Announcement

**cb88** · 18 January 2021, 07:32 PM

Originally posted by vladpetric View Post

Transmeta's performance was lackluster (actually its competitor was P4, a mediocre core; and it didn't manage to make inroads against that). Code morphing - kinda' cool, though in the end not that helpful (20 years later, we have open as in free instruction sets anyway ...). VLIW - bad.

No it really was the Pentium 3.... which morphed into Pentium M and later conroe and core architecture, the P4 is the exact thing the Transmeta CPUs were good at combating since you could not fit a P4 in a tablet sized device. As far as the rest of the comment you clearly have no idea what you are talking about... most CPUs have to do a static form of code morphing anyway and but cannot do runtime optimizations because patents but that is coming

The Transmeta CPU is acutally an x86 CPU with a VLIW front end exposed all the hardware around the VLIW core including the registers is essentially an x86 CPU. The whole point was to get ride of hardware implementations of things that could be done in software *better* and with lower power use. Modern CPUs get around some of this by clock gating inactive silicon... another advantage of VLIW is you can implement fast paths for all the instructions at low cost... since implementing an instruction is the job of the software. On the contrary intel tends to force instructions to be slow to try to get people to stop using them.

**vladpetric** · 18 January 2021, 07:59 PM

Originally posted by cb88 View Post

No it really was the Pentium 3.... which morphed into Pentium M and later conroe and core architecture, the P4 is the exact thing the Transmeta CPUs were good at combating since you could not fit a P4 in a tablet sized device. As far as the rest of the comment you clearly have no idea what you are talking about... most CPUs have to do a static form of code morphing anyway and but cannot do runtime optimizations because patents but that is coming

The Transmeta CPU is acutally an x86 CPU with a VLIW front end exposed all the hardware around the VLIW core including the registers is essentially an x86 CPU. The whole point was to get ride of hardware implementations of things that could be done in software *better* and with lower power use. Modern CPUs get around some of this by clock gating inactive silicon... another advantage of VLIW is you can implement fast paths for all the instructions at low cost... since implementing an instruction is the job of the software. On the contrary intel tends to force instructions to be slow to try to get people to stop using them.

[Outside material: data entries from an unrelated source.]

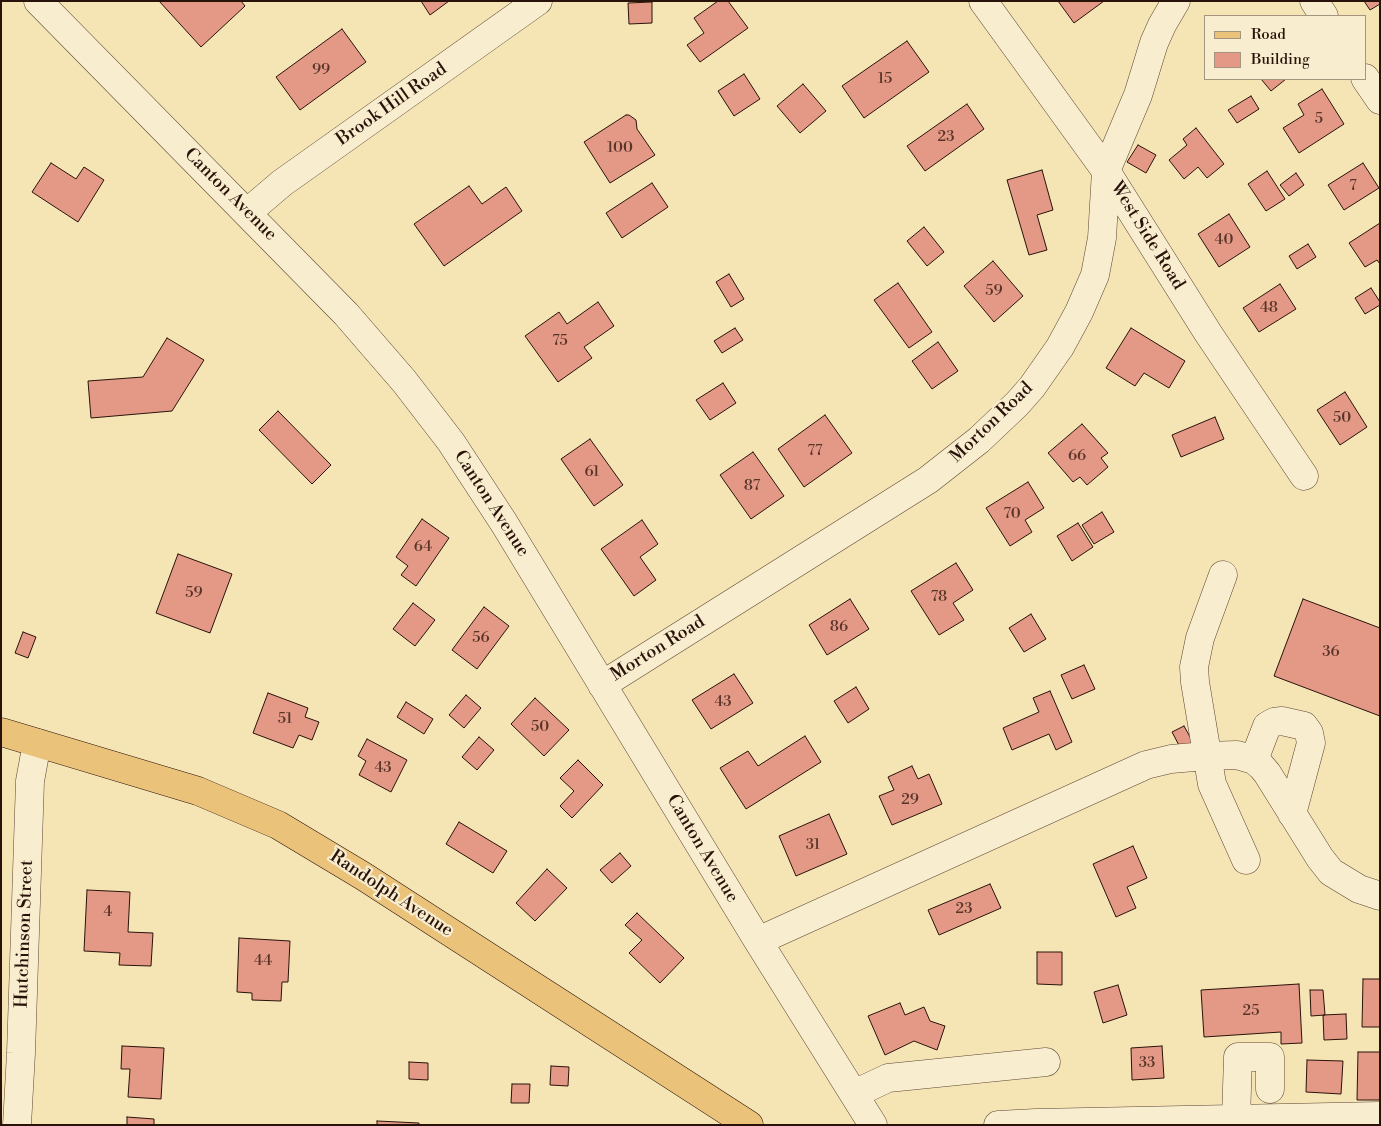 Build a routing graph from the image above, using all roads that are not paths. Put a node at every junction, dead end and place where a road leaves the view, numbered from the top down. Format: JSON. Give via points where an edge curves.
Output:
{"nodes":[{"id":1,"x":38,"y":1,"type":"edge"},
{"id":2,"x":538,"y":1,"type":"edge"},
{"id":3,"x":983,"y":1,"type":"edge"},
{"id":4,"x":1176,"y":1,"type":"edge"},
{"id":5,"x":1314,"y":1,"type":"edge"},
{"id":6,"x":1323,"y":15,"type":"edge"},
{"id":7,"x":1366,"y":79,"type":"edge"},
{"id":8,"x":1380,"y":100,"type":"edge"},
{"id":9,"x":1106,"y":171,"type":"junction"},
{"id":10,"x":248,"y":212,"type":"junction"},
{"id":11,"x":1304,"y":476,"type":"dead end"},
{"id":12,"x":1223,"y":575,"type":"dead end"},
{"id":13,"x":602,"y":685,"type":"junction"},
{"id":14,"x":1,"y":732,"type":"edge"},
{"id":15,"x":37,"y":743,"type":"junction"},
{"id":16,"x":1206,"y":756,"type":"junction"},
{"id":17,"x":1254,"y":760,"type":"junction"},
{"id":18,"x":1292,"y":814,"type":"junction"},
{"id":19,"x":1246,"y":860,"type":"dead end"},
{"id":20,"x":1380,"y":896,"type":"edge"},
{"id":21,"x":758,"y":941,"type":"junction"},
{"id":22,"x":1046,"y":1062,"type":"dead end"},
{"id":23,"x":850,"y":1088,"type":"junction"},
{"id":24,"x":1270,"y":1089,"type":"dead end"},
{"id":25,"x":1380,"y":1116,"type":"edge"},
{"id":26,"x":1236,"y":1119,"type":"junction"},
{"id":27,"x":16,"y":1125,"type":"edge"},
{"id":28,"x":749,"y":1125,"type":"edge"},
{"id":29,"x":850,"y":1125,"type":"edge"},
{"id":30,"x":873,"y":1125,"type":"edge"},
{"id":31,"x":998,"y":1125,"type":"edge"}],
"edges":[{"from":1,"to":10,"type":"street","name":"Canton Avenue"},
{"from":2,"to":10,"type":"street","name":"Brook Hill Road","via":[[282,183]]},
{"from":3,"to":9,"type":"street","name":"West Side Road"},
{"from":4,"to":9,"type":"street","name":"Morton Road","via":[[1154,43],[1138,94]]},
{"from":5,"to":6,"type":"street"},
{"from":7,"to":8,"type":"street"},
{"from":9,"to":11,"type":"street","name":"West Side Road","via":[[1208,333]]},
{"from":9,"to":13,"type":"street","name":"Morton Road","via":[[1102,238],[1095,275],[1060,348],[1017,404],[979,440],[928,480]]},
{"from":10,"to":13,"type":"street","name":"Canton Avenue","via":[[346,314],[440,427],[504,523]]},
{"from":12,"to":16,"type":"street","via":[[1200,638],[1194,667]]},
{"from":13,"to":21,"type":"street","name":"Canton Avenue"},
{"from":14,"to":15,"type":"main road","name":"Randolph Avenue"},
{"from":15,"to":27,"type":"street","name":"Hutchinson Street","via":[[30,782],[22,1053]]},
{"from":15,"to":28,"type":"main road","name":"Randolph Avenue","via":[[198,791],[278,825],[334,857]]},
{"from":16,"to":17,"type":"street","via":[[1237,755]]},
{"from":16,"to":19,"type":"street","via":[[1216,795]]},
{"from":16,"to":21,"type":"street","via":[[1146,765]]},
{"from":17,"to":18,"type":"street","via":[[1267,773]]},
{"from":17,"to":18,"type":"street","via":[[1267,726],[1274,722],[1304,726],[1309,733],[1310,743]]},
{"from":18,"to":20,"type":"street","via":[[1331,872],[1359,889]]},
{"from":21,"to":23,"type":"street","name":"Canton Avenue"},
{"from":22,"to":23,"type":"street","via":[[888,1078]]},
{"from":23,"to":29,"type":"street","name":"Canton Avenue","via":[[854,1103]]},
{"from":23,"to":30,"type":"street","name":"Canton Avenue"},
{"from":24,"to":26,"type":"street","via":[[1270,1057],[1238,1057]]},
{"from":25,"to":26,"type":"street"},
{"from":26,"to":31,"type":"street"}]} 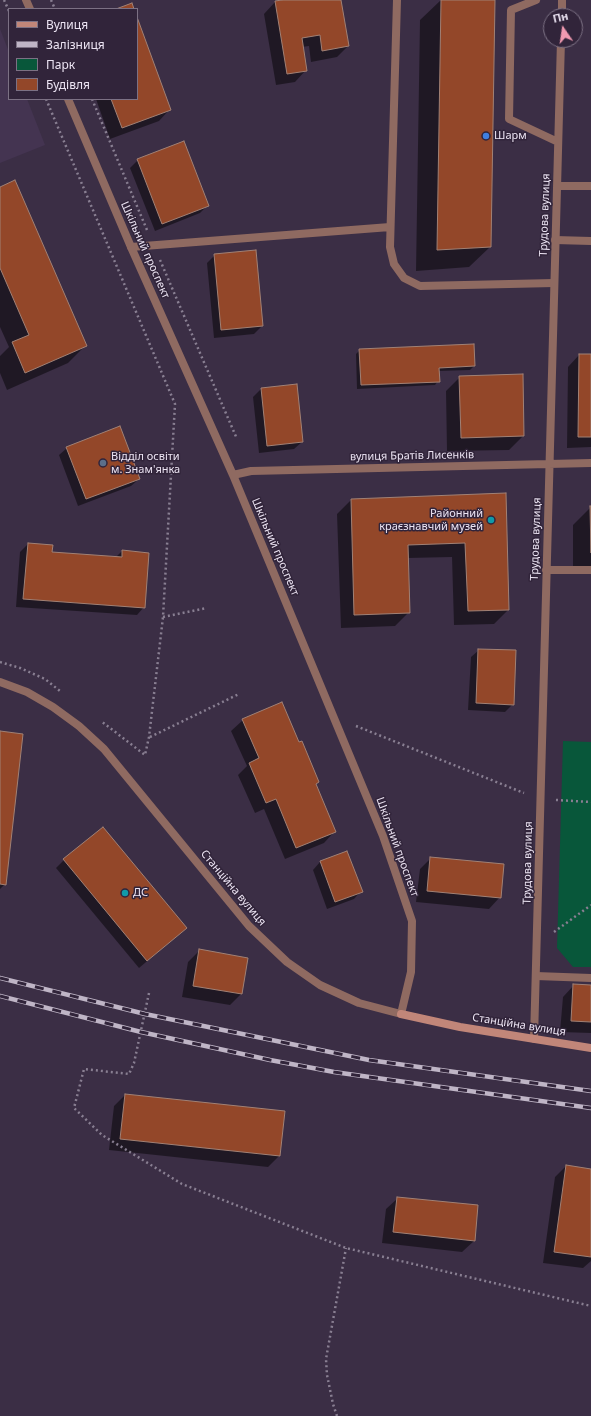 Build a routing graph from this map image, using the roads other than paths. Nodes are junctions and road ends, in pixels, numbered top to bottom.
1 (397, 0) edge
2 (536, 0) edge
3 (561, 48) edge
4 (68, 100) edge
5 (558, 142) junction
6 (557, 186) junction
7 (591, 186) edge
8 (390, 227) junction
9 (555, 240) junction
10 (591, 241) edge
11 (131, 247) junction
12 (554, 283) junction
13 (591, 463) edge
14 (549, 464) junction
15 (233, 475) junction
16 (546, 570) junction
17 (591, 570) edge
18 (0, 682) edge
19 (536, 976) junction
20 (591, 978) edge
21 (401, 1014) junction
22 (534, 1039) junction
23 (591, 1048) edge

1 - 8 street
2 - 5 street
3 - 5 street, Трудова вулиця
4 - 11 street, Шкільний проспект
5 - 6 street, Трудова вулиця
6 - 7 street
6 - 9 street, Трудова вулиця
8 - 11 street
8 - 12 street
9 - 10 street
9 - 12 street, Трудова вулиця
11 - 15 street, Шкільний проспект
12 - 14 street, Трудова вулиця
13 - 14 street, вулиця Братів Лисенків
14 - 15 street, вулиця Братів Лисенків
14 - 16 street, Трудова вулиця
15 - 21 street, Шкільний проспект
16 - 17 street
16 - 19 street, Трудова вулиця
18 - 21 street, Станційна вулиця
19 - 20 street
19 - 22 street, Трудова вулиця
21 - 22 street, Станційна вулиця
22 - 23 street, Станційна вулиця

If you're gonna pull an ad hominem, at the very least get it right (still an ad-hominem, but a correct ad hominem). Yeah, I only have a PhD in microarchitecture with dissertation cited in two Intel preliminary patents.

The whole idea that software can do instruction scheduling better has been shown to be patently false (billions of dollars wasted later, I should add). As I said earlier on this thread, compilers (or translation software in Transmeta, for that matter) can't handle the dynamicity of the memory hierarchy. Stalling when you have misses to main memory in the order of ~500 cycles is really a retarded idea (stalling is what in-order processors do, including VLIW).

The problem is that many people (primarily compiler writers) don't want to accept that OoO instruction scheduling is a really good idea (even mobile processors and the Atoms do that today), so completely ignore all the factual evidence. Much like the political parties of today - when the other side says something meaningful, they just ignore it.

So yeah, make VLIW great again!

**Space Heater** · 18 January 2021, 09:17 PM

Originally posted by cb88 View Post

Actually RDNA1/2 is has brought back some of the VLIW design.... and its likely that the same is true of CDNA. They are calling it Super SIMD.

Can you explain how this is like VLIW? I'm not seeing where RDNA is breaking with the GCN ISA and *requiring* that compilers now statically scheduling independent instruction pairs/bundles. If anything, this sounds like superscalar concepts being mapped to SIMD, where the hardware assumes responsibility for issuing multiple instructions and checking for hazards.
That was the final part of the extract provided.